Representative image
Making the most of a bonus is a familiar dilemma for many salaried Indians. The instinct is to spend first and think later, but that usually ends with a higher tax outgo and very little to show for it. If you treat the bonus as a planning tool rather than extra cash, it can help close gaps in your tax-saving portfolio and build assets you might otherwise postpone.
Understanding the tax angle
Most employers deduct TDS on bonuses at a higher slab, as it forms part of your annual income. If you don’t invest strategically before the end of the financial year, a bonus simply pushes you into a larger tax liability. It is not about hiding the income but redirecting part of it to eligible tax-saving investments. The timing matters, as most of the deductions are allowed only if the money is invested during the same financial year.
Topping up Section 80C
This is usually the first place to look. Many people discover late in the year that they have not exhausted the Rs 1.5 lakh limit under Section 80C. Provident Fund contributions, children’s tuition fees, home loan principal and insurance premiums may cover part of it, but rarely the full amount. Using the bonus to fill this gap is one of the simplest ways to reduce tax.
Among tax-saving options, some families prefer PPF for stability and long-term discipline, while others lean towards equity-linked mutual funds that come with a three-year lock-in. If your EPF is already strong, directing the bonus into a PPF account can balance your portfolio. If you have a long investing horizon and are comfortable with market swings, ELSS funds can offer both tax benefit and growth potential.

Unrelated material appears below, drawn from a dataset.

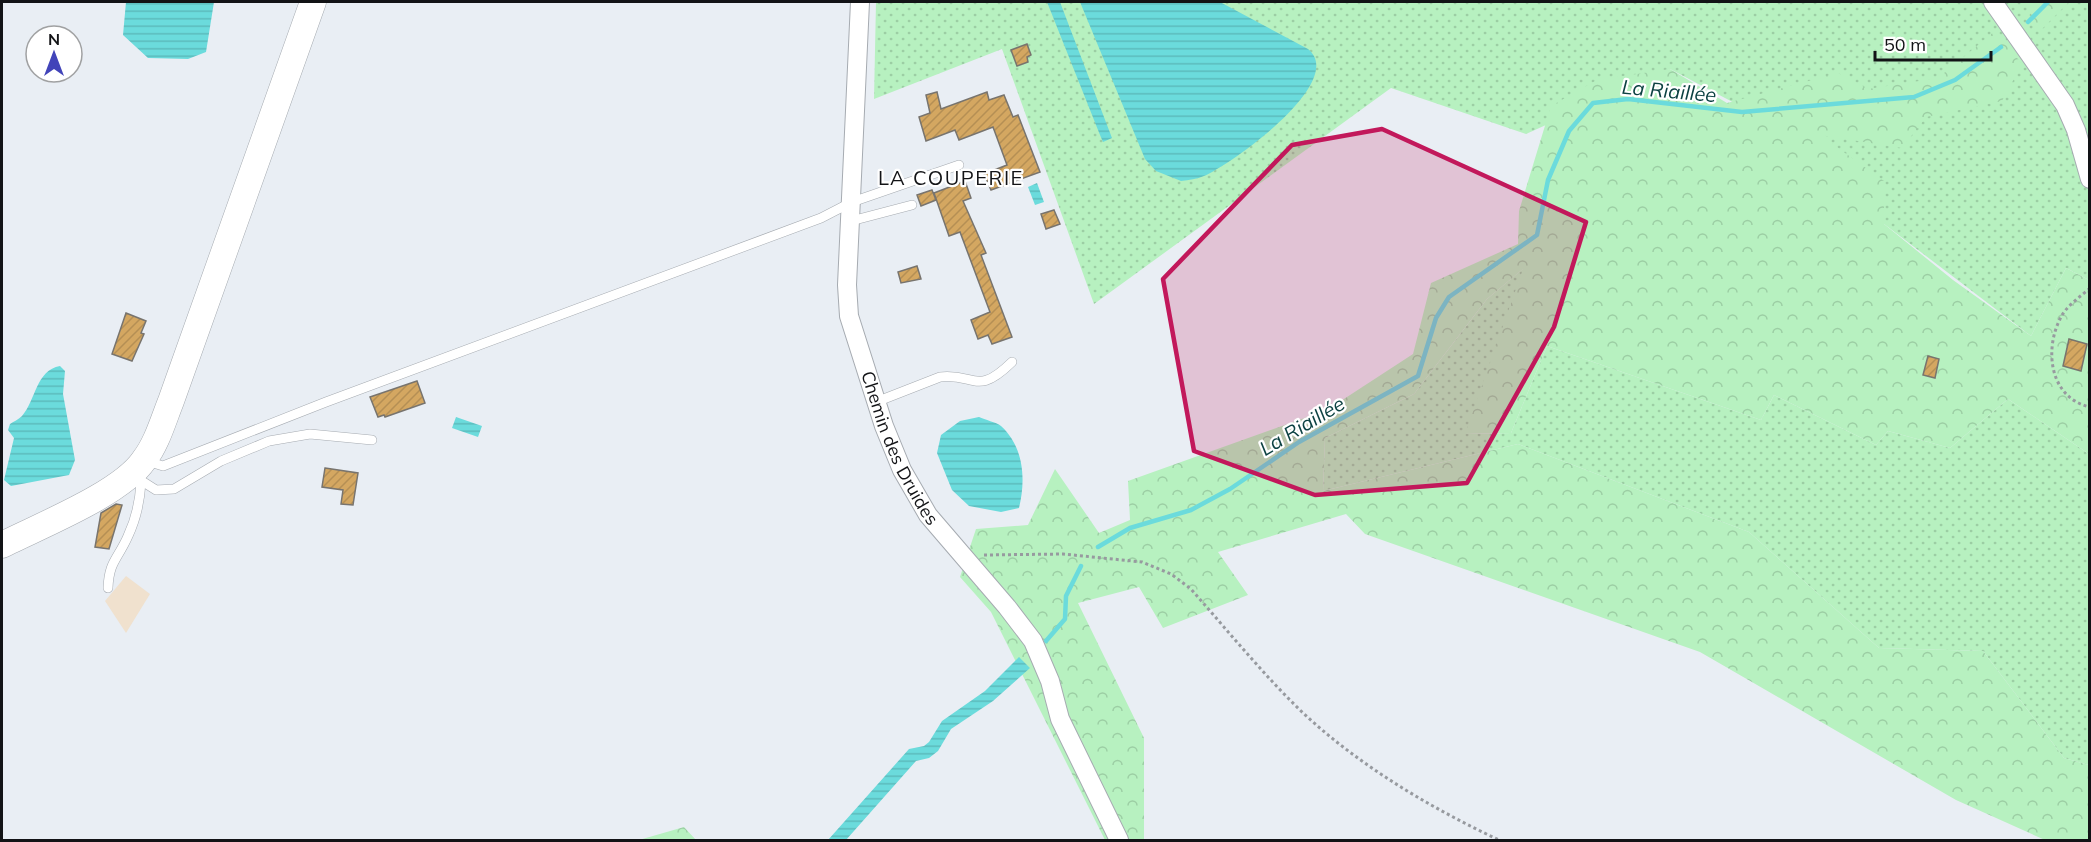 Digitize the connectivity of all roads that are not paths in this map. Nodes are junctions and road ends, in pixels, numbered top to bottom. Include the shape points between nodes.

Adding to NPS for extra deduction
One of the most overlooked options is the additional Rs 50,000 deduction under Sec 80CCD(1B) through the National Pension System. Although many salaried employees open an NPS account because HR encourages it, they rarely contribute beyond the employer portion. Using part of the bonus to claim the extra benefit can lower taxable income beyond the 80C limit and build retirement savings at the same time.
Story continues below Advertisement
Voluntary Provident Fund contributions
For those with EPF, increasing the bonus towards voluntary contributions works if the aim is steady, interest-bearing savings. VPF enjoys the same tax treatment as EPF within limits, and contributions are deducted from salary at source. Some use the bonus to create a buffer and then adjust monthly contributions for the remaining year, thus softening the cash-flow impact.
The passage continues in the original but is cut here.